*DATA:*
********
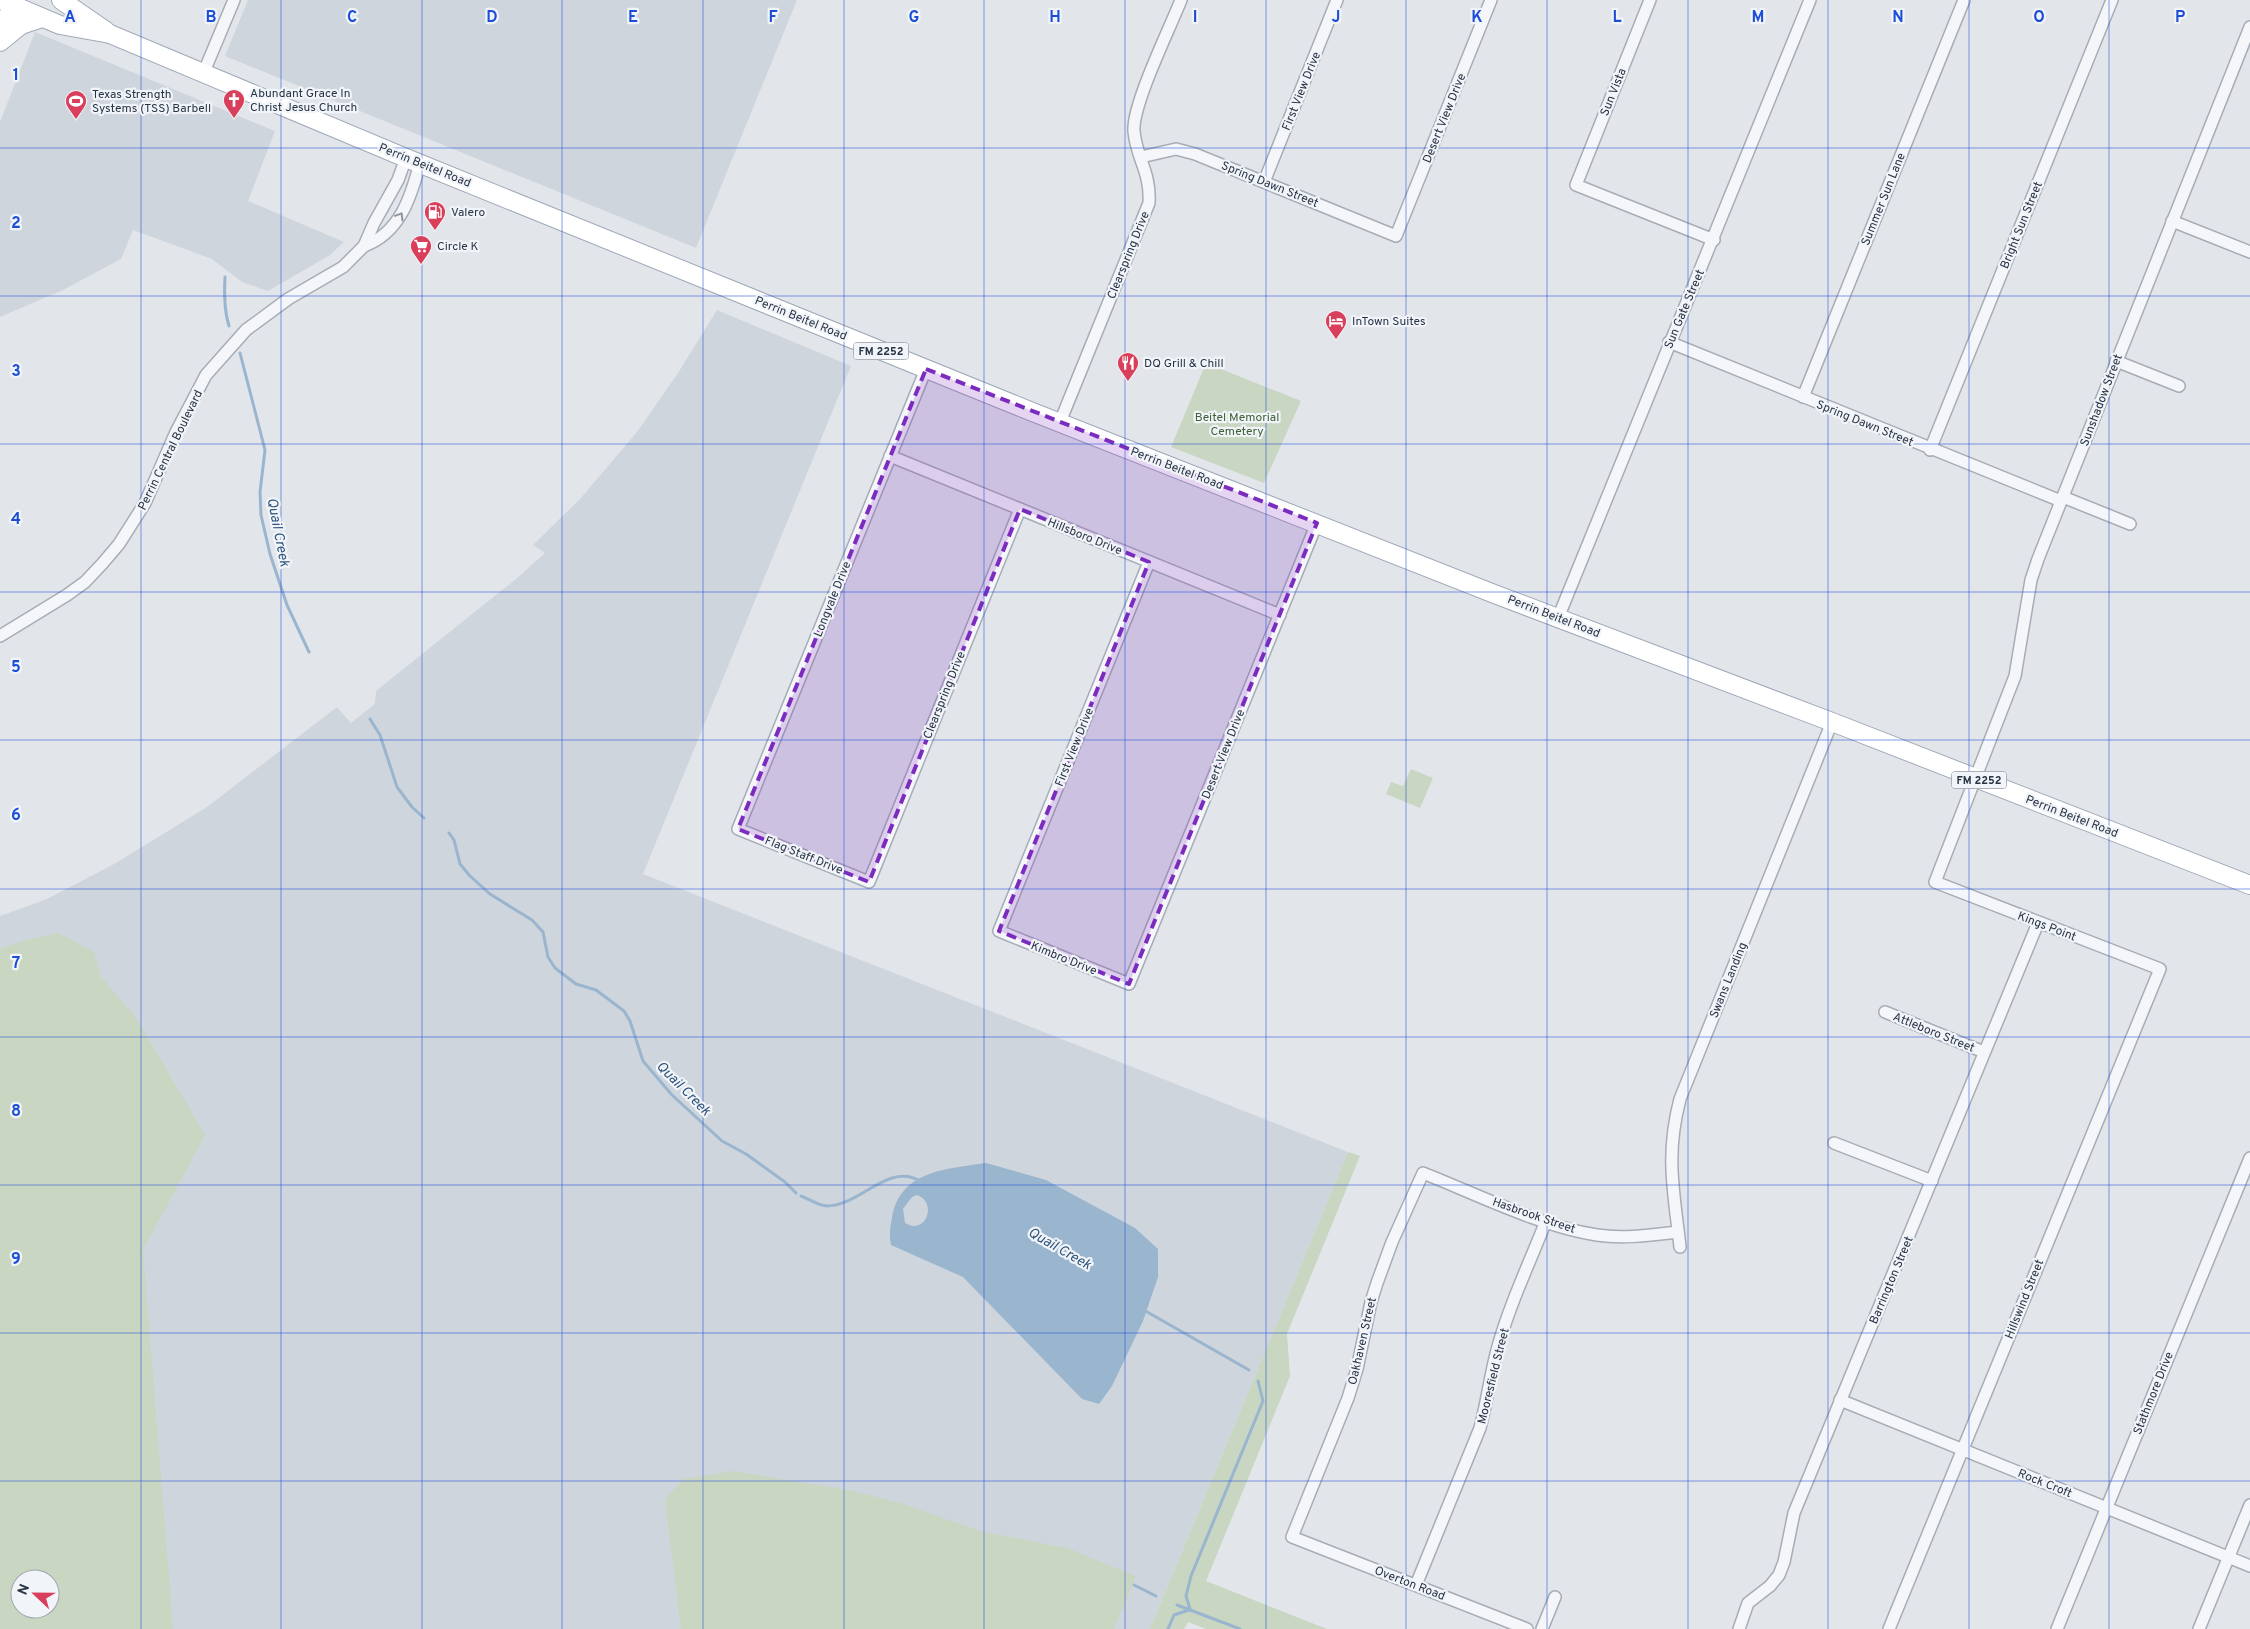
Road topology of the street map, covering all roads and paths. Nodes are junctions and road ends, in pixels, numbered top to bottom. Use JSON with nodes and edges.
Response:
{"nodes":[{"id":1,"x":234,"y":0,"type":"edge"},
{"id":2,"x":1181,"y":0,"type":"edge"},
{"id":3,"x":1337,"y":0,"type":"edge"},
{"id":4,"x":1491,"y":0,"type":"edge"},
{"id":5,"x":1650,"y":0,"type":"edge"},
{"id":6,"x":1810,"y":0,"type":"edge"},
{"id":7,"x":1964,"y":0,"type":"edge"},
{"id":8,"x":2112,"y":0,"type":"edge"},
{"id":9,"x":65,"y":1,"type":"edge"},
{"id":10,"x":10,"y":2,"type":"edge"},
{"id":11,"x":42,"y":18,"type":"junction"},
{"id":12,"x":2250,"y":27,"type":"edge"},
{"id":13,"x":110,"y":34,"type":"junction"},
{"id":14,"x":0,"y":41,"type":"edge"},
{"id":15,"x":204,"y":74,"type":"junction"},
{"id":16,"x":1141,"y":157,"type":"junction"},
{"id":17,"x":413,"y":160,"type":"junction"},
{"id":18,"x":1264,"y":182,"type":"junction"},
{"id":19,"x":2172,"y":221,"type":"junction"},
{"id":20,"x":1396,"y":236,"type":"joint"},
{"id":21,"x":1714,"y":240,"type":"junction"},
{"id":22,"x":364,"y":246,"type":"junction"},
{"id":23,"x":2250,"y":252,"type":"edge"},
{"id":24,"x":1669,"y":342,"type":"junction"},
{"id":25,"x":2116,"y":360,"type":"junction"},
{"id":26,"x":926,"y":369,"type":"junction"},
{"id":27,"x":2179,"y":386,"type":"dead end"},
{"id":28,"x":1803,"y":398,"type":"junction"},
{"id":29,"x":1060,"y":422,"type":"junction"},
{"id":30,"x":1930,"y":450,"type":"junction"},
{"id":31,"x":890,"y":456,"type":"junction"},
{"id":32,"x":2062,"y":499,"type":"junction"},
{"id":33,"x":1020,"y":510,"type":"junction"},
{"id":34,"x":1317,"y":523,"type":"junction"},
{"id":35,"x":2130,"y":524,"type":"dead end"},
{"id":36,"x":1149,"y":562,"type":"junction"},
{"id":37,"x":1280,"y":615,"type":"junction"},
{"id":38,"x":1558,"y":618,"type":"junction"},
{"id":39,"x":0,"y":636,"type":"edge"},
{"id":40,"x":1832,"y":722,"type":"junction"},
{"id":41,"x":1974,"y":778,"type":"junction"},
{"id":42,"x":738,"y":829,"type":"joint"},
{"id":43,"x":869,"y":882,"type":"joint"},
{"id":44,"x":1934,"y":882,"type":"joint"},
{"id":45,"x":2250,"y":885,"type":"edge"},
{"id":46,"x":2038,"y":923,"type":"junction"},
{"id":47,"x":999,"y":931,"type":"joint"},
{"id":48,"x":2160,"y":969,"type":"joint"},
{"id":49,"x":1129,"y":984,"type":"joint"},
{"id":50,"x":1885,"y":1012,"type":"dead end"},
{"id":51,"x":1984,"y":1052,"type":"junction"},
{"id":52,"x":1834,"y":1142,"type":"dead end"},
{"id":53,"x":2250,"y":1158,"type":"edge"},
{"id":54,"x":1423,"y":1173,"type":"joint"},
{"id":55,"x":1932,"y":1181,"type":"junction"},
{"id":56,"x":1546,"y":1221,"type":"junction"},
{"id":57,"x":1678,"y":1232,"type":"junction"},
{"id":58,"x":1680,"y":1248,"type":"dead end"},
{"id":59,"x":1840,"y":1400,"type":"junction"},
{"id":60,"x":1962,"y":1449,"type":"junction"},
{"id":61,"x":2250,"y":1505,"type":"edge"},
{"id":62,"x":2106,"y":1508,"type":"junction"},
{"id":63,"x":1292,"y":1537,"type":"joint"},
{"id":64,"x":2229,"y":1557,"type":"junction"},
{"id":65,"x":2250,"y":1566,"type":"edge"},
{"id":66,"x":1416,"y":1585,"type":"junction"},
{"id":67,"x":1555,"y":1597,"type":"dead end"},
{"id":68,"x":1527,"y":1629,"type":"edge"},
{"id":69,"x":1542,"y":1629,"type":"edge"},
{"id":70,"x":1739,"y":1629,"type":"edge"},
{"id":71,"x":1889,"y":1629,"type":"edge"},
{"id":72,"x":2057,"y":1629,"type":"edge"},
{"id":73,"x":2199,"y":1629,"type":"edge"}],
"edges":[{"from":1,"to":15,"type":"street"},
{"from":2,"to":16,"type":"street","name":"Clearspring Drive"},
{"from":3,"to":18,"type":"street","name":"First View Drive"},
{"from":4,"to":20,"type":"street","name":"Desert View Drive"},
{"from":5,"to":21,"type":"street","name":"Sun Vista"},
{"from":6,"to":21,"type":"street","name":"Sun Gate Street"},
{"from":7,"to":28,"type":"street","name":"Summer Sun Lane"},
{"from":8,"to":30,"type":"street","name":"Bright Sun Street"},
{"from":9,"to":13,"type":"main road","name":"Perrin Beitel Road","number":"FM 2252"},
{"from":10,"to":11,"type":"main road","name":"Perrin Beitel Road","number":"FM 2252"},
{"from":10,"to":14,"type":"highway"},
{"from":11,"to":13,"type":"main road","name":"Perrin Beitel Road","number":"FM 2252"},
{"from":11,"to":14,"type":"main road"},
{"from":12,"to":19,"type":"street","name":"Sunshadow Street"},
{"from":13,"to":15,"type":"main road","name":"Perrin Beitel Road","number":"FM 2252"},
{"from":15,"to":17,"type":"main road","name":"Perrin Beitel Road","number":"FM 2252"},
{"from":16,"to":18,"type":"street","name":"Spring Dawn Street"},
{"from":16,"to":29,"type":"street","name":"Clearspring Drive"},
{"from":17,"to":22,"type":"street","name":"Perrin Central Boulevard"},
{"from":22,"to":17,"type":"street","name":"Perrin Central Boulevard","one_way":true},
{"from":17,"to":26,"type":"main road","name":"Perrin Beitel Road","number":"FM 2252"},
{"from":18,"to":20,"type":"street","name":"Spring Dawn Street"},
{"from":19,"to":23,"type":"street"},
{"from":19,"to":25,"type":"street","name":"Sunshadow Street"},
{"from":21,"to":24,"type":"street","name":"Sun Gate Street"},
{"from":22,"to":39,"type":"street","name":"Perrin Central Boulevard"},
{"from":24,"to":28,"type":"street","name":"Spring Dawn Street"},
{"from":24,"to":38,"type":"street","name":"Sun Gate Street"},
{"from":25,"to":27,"type":"street"},
{"from":25,"to":32,"type":"street","name":"Sunshadow Street"},
{"from":26,"to":29,"type":"main road","name":"Perrin Beitel Road","number":"FM 2252"},
{"from":26,"to":31,"type":"street","name":"Longvale Drive"},
{"from":28,"to":30,"type":"street","name":"Spring Dawn Street"},
{"from":29,"to":34,"type":"main road","name":"Perrin Beitel Road","number":"FM 2252"},
{"from":30,"to":32,"type":"street","name":"Spring Dawn Street"},
{"from":31,"to":33,"type":"street","name":"Hillsboro Drive"},
{"from":31,"to":42,"type":"street","name":"Longvale Drive"},
{"from":32,"to":35,"type":"street","name":"Spring Dawn Street"},
{"from":32,"to":41,"type":"street","name":"Sunshadow Street"},
{"from":33,"to":36,"type":"street","name":"Hillsboro Drive"},
{"from":33,"to":43,"type":"street","name":"Clearspring Drive"},
{"from":34,"to":37,"type":"street","name":"Desert View Drive"},
{"from":34,"to":38,"type":"main road","name":"Perrin Beitel Road","number":"FM 2252"},
{"from":36,"to":37,"type":"street","name":"Hillsboro Drive"},
{"from":36,"to":47,"type":"street","name":"First View Drive"},
{"from":37,"to":49,"type":"street","name":"Desert View Drive"},
{"from":38,"to":40,"type":"main road","name":"Perrin Beitel Road","number":"FM 2252"},
{"from":40,"to":41,"type":"main road","name":"Perrin Beitel Road","number":"FM 2252"},
{"from":40,"to":57,"type":"street","name":"Swans Landing"},
{"from":41,"to":44,"type":"street","name":"Sunshadow Street"},
{"from":41,"to":45,"type":"main road","name":"Perrin Beitel Road","number":"FM 2252"},
{"from":42,"to":43,"type":"street","name":"Flag Staff Drive"},
{"from":44,"to":46,"type":"street","name":"Kings Point"},
{"from":46,"to":48,"type":"street","name":"Kings Point"},
{"from":46,"to":51,"type":"street","name":"Barrington Street"},
{"from":47,"to":49,"type":"street","name":"Kimbro Drive"},
{"from":48,"to":60,"type":"street","name":"Hillswind Street"},
{"from":50,"to":51,"type":"street","name":"Attleboro Street"},
{"from":51,"to":55,"type":"street","name":"Barrington Street"},
{"from":52,"to":55,"type":"street"},
{"from":53,"to":62,"type":"street","name":"Stathmore Drive"},
{"from":54,"to":56,"type":"street","name":"Hasbrook Street"},
{"from":54,"to":63,"type":"street","name":"Oakhaven Street"},
{"from":55,"to":59,"type":"street","name":"Barrington Street"},
{"from":56,"to":57,"type":"street","name":"Hasbrook Street"},
{"from":56,"to":66,"type":"street","name":"Mooresfield Street"},
{"from":57,"to":58,"type":"street","name":"Swans Landing"},
{"from":59,"to":60,"type":"street","name":"Rock Croft"},
{"from":59,"to":70,"type":"street","name":"Barrington Street"},
{"from":60,"to":62,"type":"street","name":"Rock Croft"},
{"from":60,"to":71,"type":"street","name":"Hillswind Street"},
{"from":61,"to":64,"type":"street"},
{"from":62,"to":64,"type":"street","name":"Rock Croft"},
{"from":62,"to":72,"type":"street","name":"Stathmore Drive"},
{"from":63,"to":66,"type":"street","name":"Overton Road"},
{"from":64,"to":65,"type":"street","name":"Rock Croft"},
{"from":64,"to":73,"type":"street"},
{"from":66,"to":68,"type":"street","name":"Overton Road"},
{"from":67,"to":69,"type":"street"}]}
********
*WHAT YOU WILL DO:* Reproduce every line of the material above that has the string "Swans".

*RESPONSE AREA:*
{"from":40,"to":57,"type":"street","name":"Swans Landing"},
{"from":57,"to":58,"type":"street","name":"Swans Landing"},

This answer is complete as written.